On Fri, Aug 26, 2016 at 03:29:50PM -0400, Michael Meissner wrote:
> These patches add more tests to the PowerPC vector initialization tests.  Four
> of the tests added (#4, #5, #8, and #9) just try to do a bunch of vector
> initializations for the different vector type (char, short, float, and double).
> 
> These other patches (#6, #7) test the code generated in paches #5 and #6.
> 
> I have run tese tests on a big endian power7 system (with both 32-bt and 64-bit
> tests runs), a big endian power8 system (just 64-bit tests), and a little
> endian power8 system.  There were no regressions.  As these tests ok to
> install?

This is okay for trunk; one comment:

> +/* { dg-final { scan-assembler     "mtvsrd" } } */

This also matches mtvsrdd; if you don't want that, you can avoid it by
writing it as {\mmtvsrd\M} (the {} instead of "" to avoid toothpickeritus).

Thanks,


Segher

^ permalink raw reply	[flat|nested] 16+ messages in thread

* Re: [PATCH], Patch #7, Add PowerPC vector initialization tests
  2016-08-27  1:24             ` Segher Boessenkool
@ 2016-08-29 19:35               ` Michael Meissner
  0 siblings, 0 replies; 16+ messages in thread
From: Michael Meissner @ 2016-08-29 19:35 UTC (permalink / raw)
  To: Segher Boessenkool
  Cc: Michael Meissner, gcc-patches, David Edelsohn, Bill Schmidt

On Fri, Aug 26, 2016 at 08:24:40PM -0500, Segher Boessenkool wrote:
> On Fri, Aug 26, 2016 at 03:29:50PM -0400, Michael Meissner wrote:
> > These patches add more tests to the PowerPC vector initialization tests.  Four
> > of the tests added (#4, #5, #8, and #9) just try to do a bunch of vector
> > initializations for the different vector type (char, short, float, and double).
> > 
> > These other patches (#6, #7) test the code generated in paches #5 and #6.
> > 
> > I have run tese tests on a big endian power7 system (with both 32-bt and 64-bit
> > tests runs), a big endian power8 system (just 64-bit tests), and a little
> > endian power8 system.  There were no regressions.  As these tests ok to
> > install?
> 
> This is okay for trunk; one comment:
> 
> > +/* { dg-final { scan-assembler     "mtvsrd" } } */
> 
> This also matches mtvsrdd; if you don't want that, you can avoid it by
> writing it as {\mmtvsrd\M} (the {} instead of "" to avoid toothpickeritus).

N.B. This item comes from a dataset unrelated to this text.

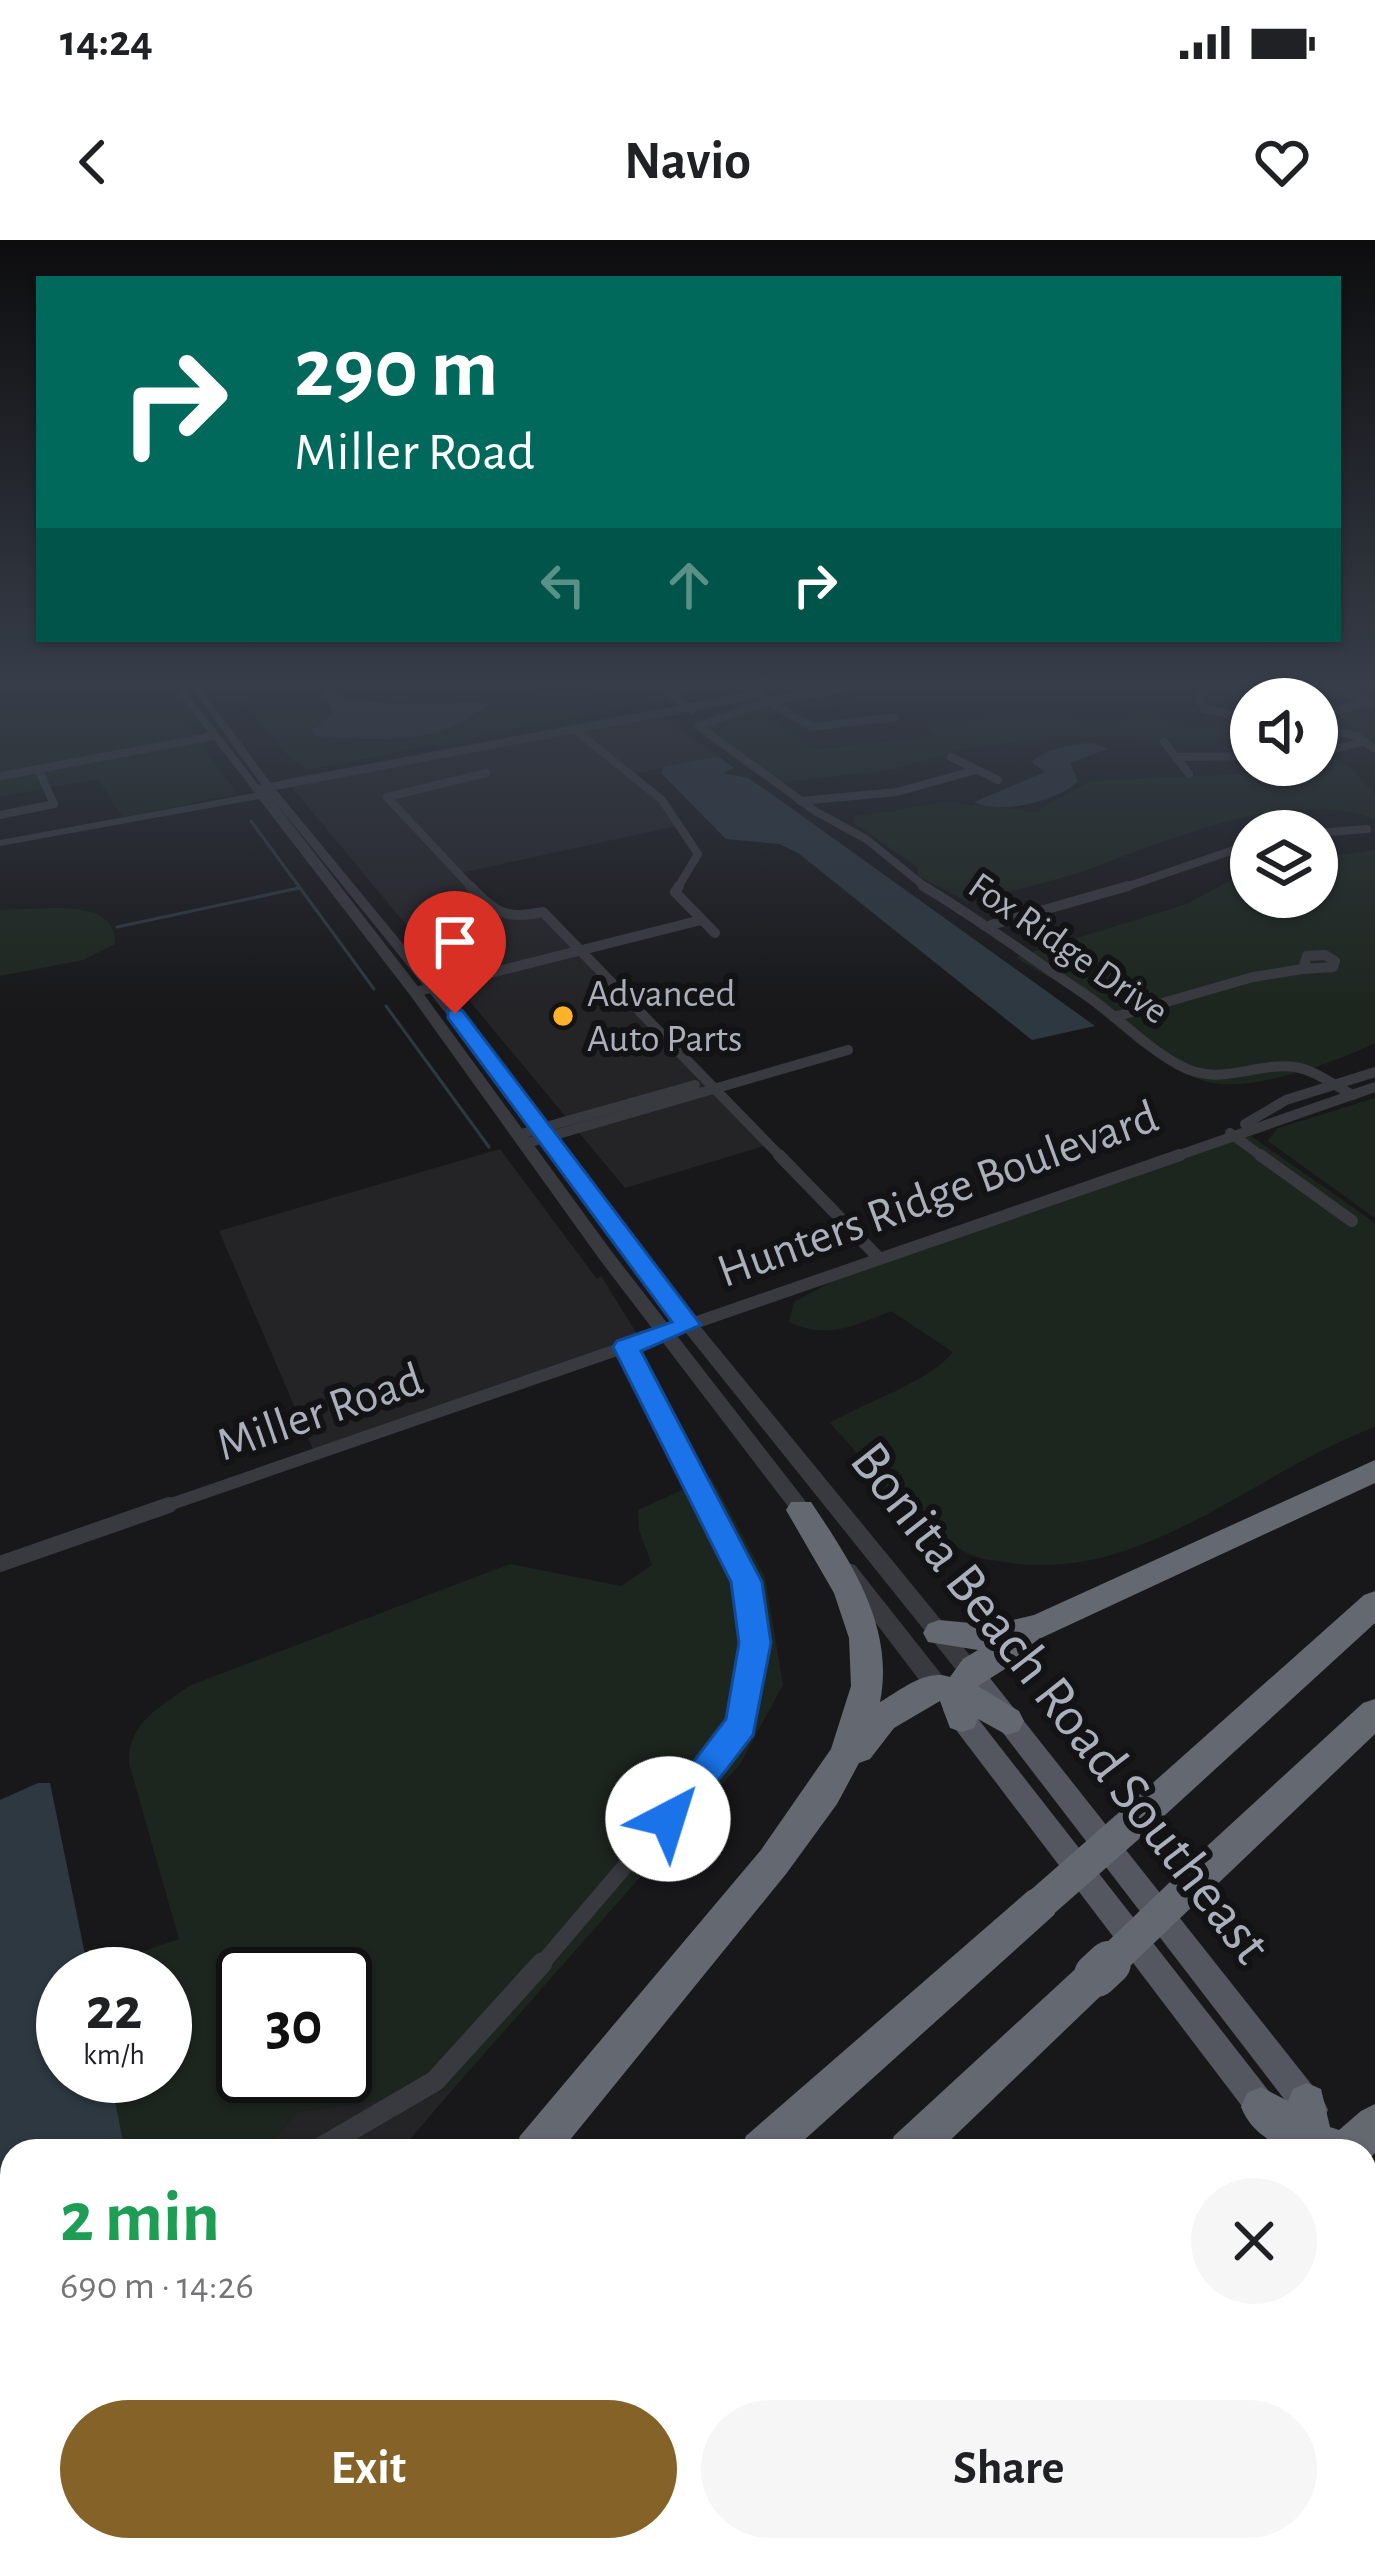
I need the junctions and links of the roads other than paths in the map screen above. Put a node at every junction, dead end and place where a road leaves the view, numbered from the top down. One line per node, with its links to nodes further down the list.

In this case, mtvsrd and mtvsrdd are both fine.  However, given the test has an
explicit -mcpu=power8, it should never see mtvsrdd.

-- 
Michael Meissner, IBM
IBM, M/S 2506R, 550 King Street, Littleton, MA 01460-6245, USA
email: meissner@linux.vnet.ibm.com, phone: +1 (978) 899-4797

^ permalink raw reply	[flat|nested] 16+ messages in thread

* Re: [PATCH], Patch #5, Improve vector int initialization on PowerPC
  2016-08-19 22:18       ` [PATCH], Patch #5, Improve vector int " Michael Meissner
  2016-08-19 23:59         ` [PATCH], Patch #6, Improve vector short/char splat " Michael Meissner
@ 2016-08-22 16:38         ` Segher Boessenkool
  2016-08-22 22:01           ` Michael Meissner
  1 sibling, 1 reply; 16+ messages in thread
From: Segher Boessenkool @ 2016-08-22 16:38 UTC (permalink / raw)
  To: Michael Meissner, gcc-patches, David Edelsohn, Bill Schmidt

[ seems this mail never arrived, resending, sorry if it turns out a duplicate ]

Hi Mike,

Okay for trunk.  A few comments...

On Fri, Aug 19, 2016 at 06:17:54PM -0400, Michael Meissner wrote:
> --- gcc/config/rs6000/rs6000.c	(.../svn+ssh://meissner@gcc.gnu.org/svn/gcc/trunk/gcc/config/rs6000)	(revision 239554)
> +++ gcc/config/rs6000/rs6000.c	(.../gcc/config/rs6000)	(working copy)
> @@ -6692,7 +6692,7 @@ rs6000_expand_vector_init (rtx target, r
>        if ((int_vector_p || TARGET_VSX) && all_const_zero)
>  	{
>  	  /* Zero register.  */
> -	  emit_insn (gen_rtx_SET (target, gen_rtx_XOR (mode, target, target)));
> +	  emit_insn (gen_rtx_SET (target, CONST0_RTX (mode)));

Can you use emit_move_insn here?  If so, please do.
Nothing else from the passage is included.